I saw on Sunday Cai Guo-Qiang’s exhibit at the Guggenheim. It is called “I Want To Believe.” The introductory summary text about it, pasted in the lobby, talks about his enormous desires and plans, creation through destruction and the meshing of East and West like they were birthed from the same body. His art is huge, literally, and exciting and awing. This massiveness, the literal and figurative, this text writer had postulated, was why the show was called “I Want To Believe.” But that can’t be correct. If it was about a universal goodness and hope, it would be called “I Believe.” It’s not. “I Want To Believe” means he isn’t currently believing, that there is a block blocking belief.

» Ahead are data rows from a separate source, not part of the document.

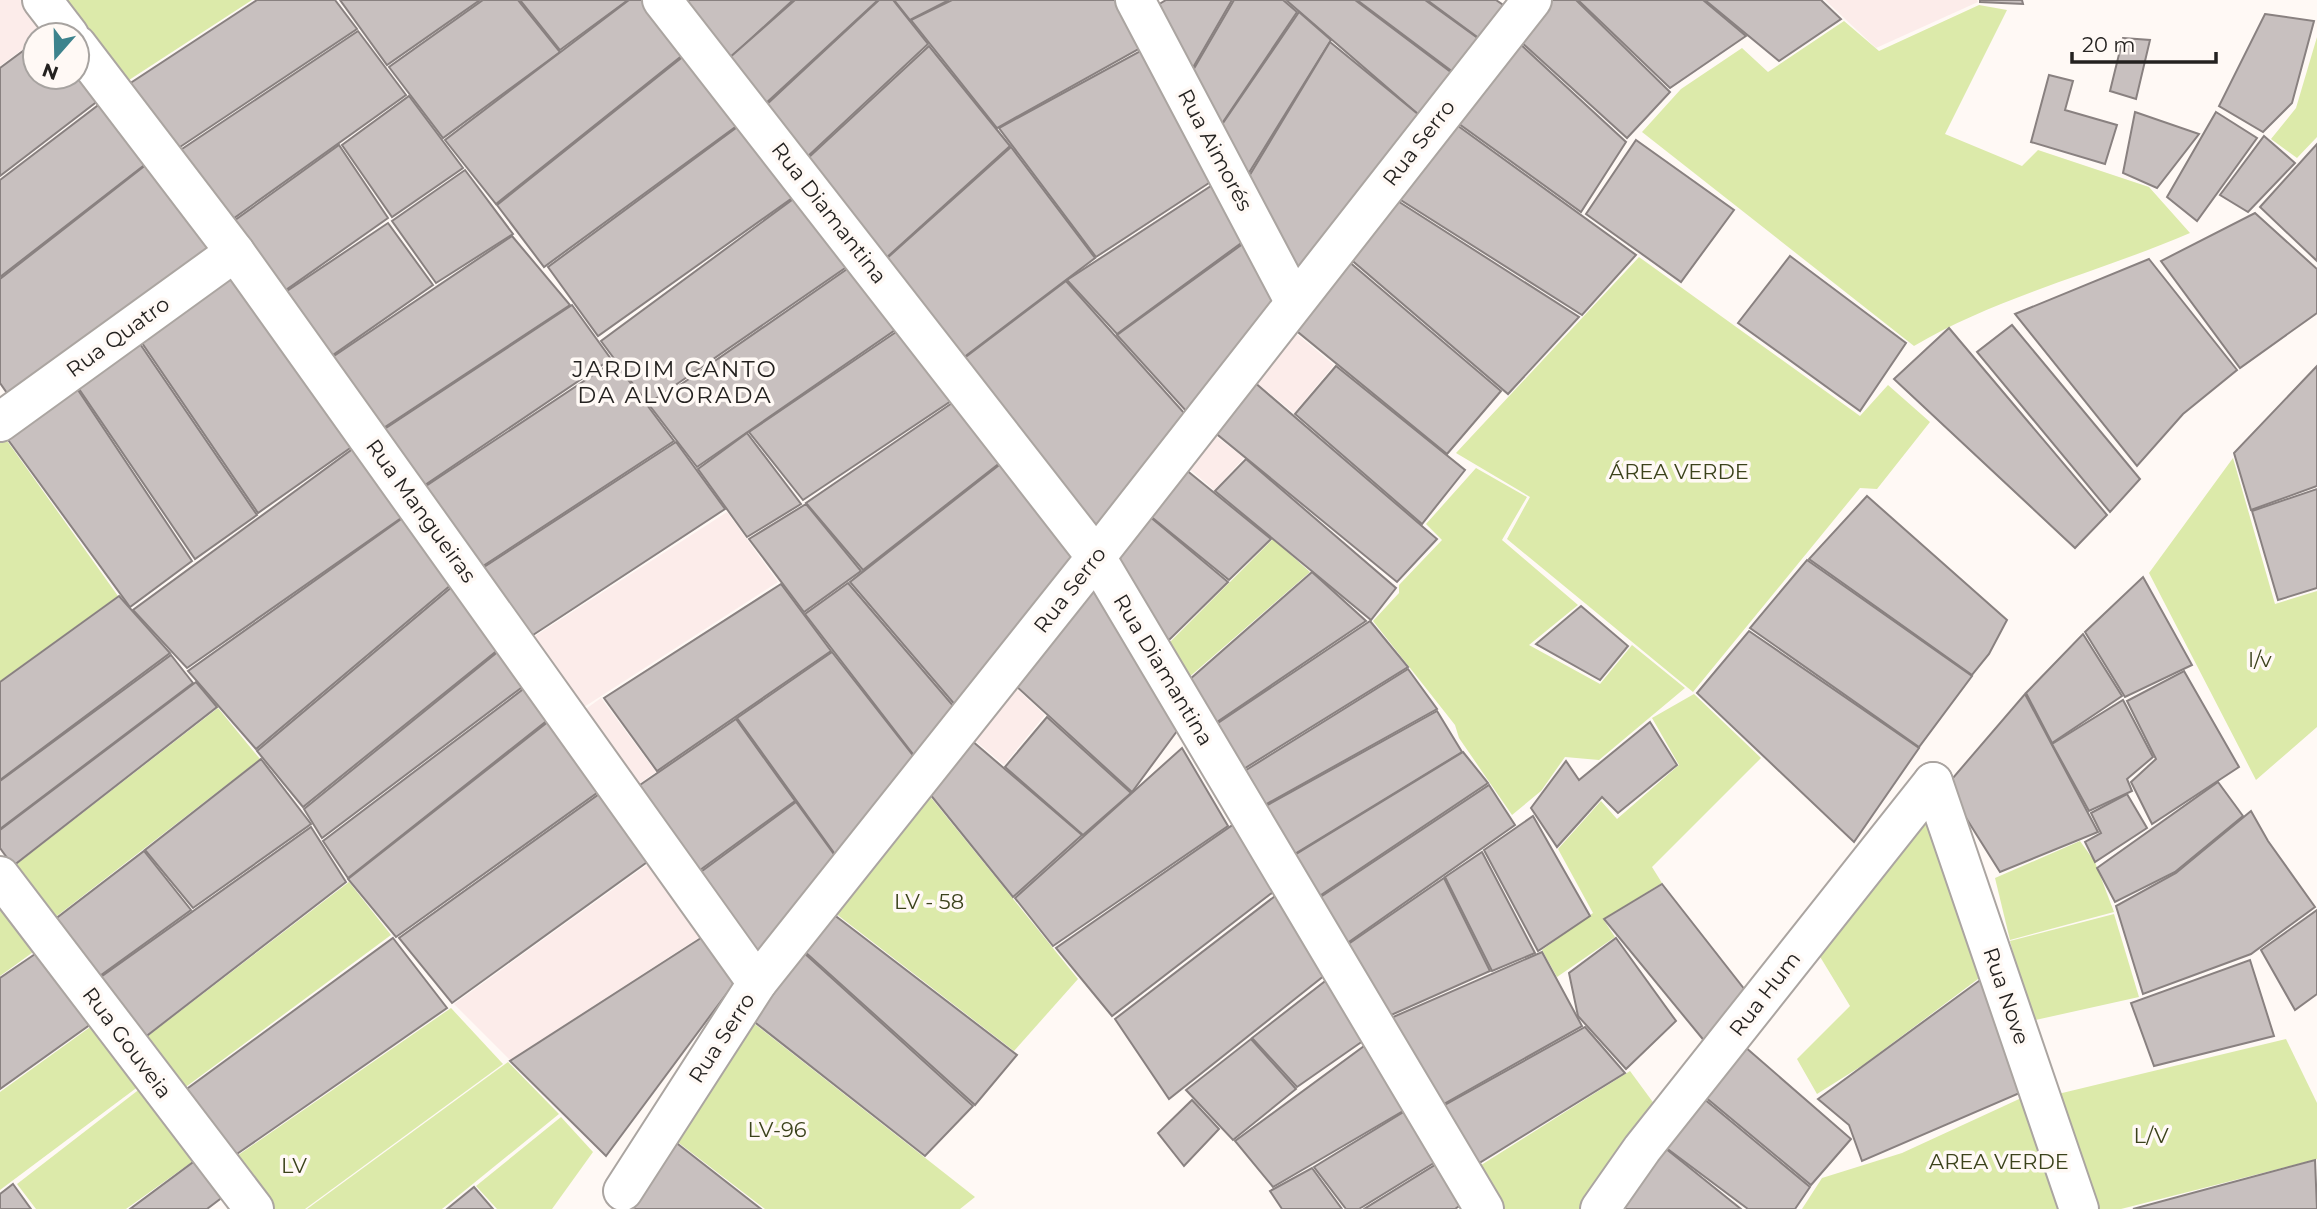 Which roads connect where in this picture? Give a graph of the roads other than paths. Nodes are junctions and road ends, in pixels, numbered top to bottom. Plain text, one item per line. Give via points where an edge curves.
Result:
1 (42, 0) edge
2 (662, 0) edge
3 (1135, 0) edge
4 (1531, 0) edge
5 (58, 21) edge
6 (91, 63) edge
7 (235, 252) junction
8 (1294, 301) junction
9 (0, 422) edge
10 (1096, 557) junction
11 (1933, 782) joint
12 (0, 876) edge
13 (757, 983) junction
14 (623, 1191) dead end
15 (254, 1209) edge
16 (1484, 1209) edge
17 (1600, 1209) edge
18 (2079, 1209) edge

1 - 5 street
2 - 10 street, Rua Diamantina
3 - 8 street, Rua Aimorés
4 - 8 street, Rua Serro
6 - 7 street, Rua Mangueiras
7 - 9 street, Rua Quatro
7 - 13 street, Rua Mangueiras
8 - 10 street, Rua Serro
10 - 13 street, Rua Serro
10 - 16 street, Rua Diamantina
11 - 17 street, Rua Hum via 1642,1149
11 - 18 street, Rua Nove
12 - 15 street, Rua Gouveia
13 - 14 street, Rua Serro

In rememberance of bombing victims, he inverted fireworks and turned them black and launched them in a daytime rainbow. There are few things starker than a black rainbow but there is not hope in it. It’s immensely grand, but even at that scale it cannot be pure hope. The desire for hope is strong but nestled with realist bummers, and when you see such grandiose success like that, still not fully wide-eyed, then there’s nothing vital, just selfish positivity in the shape of a mosh.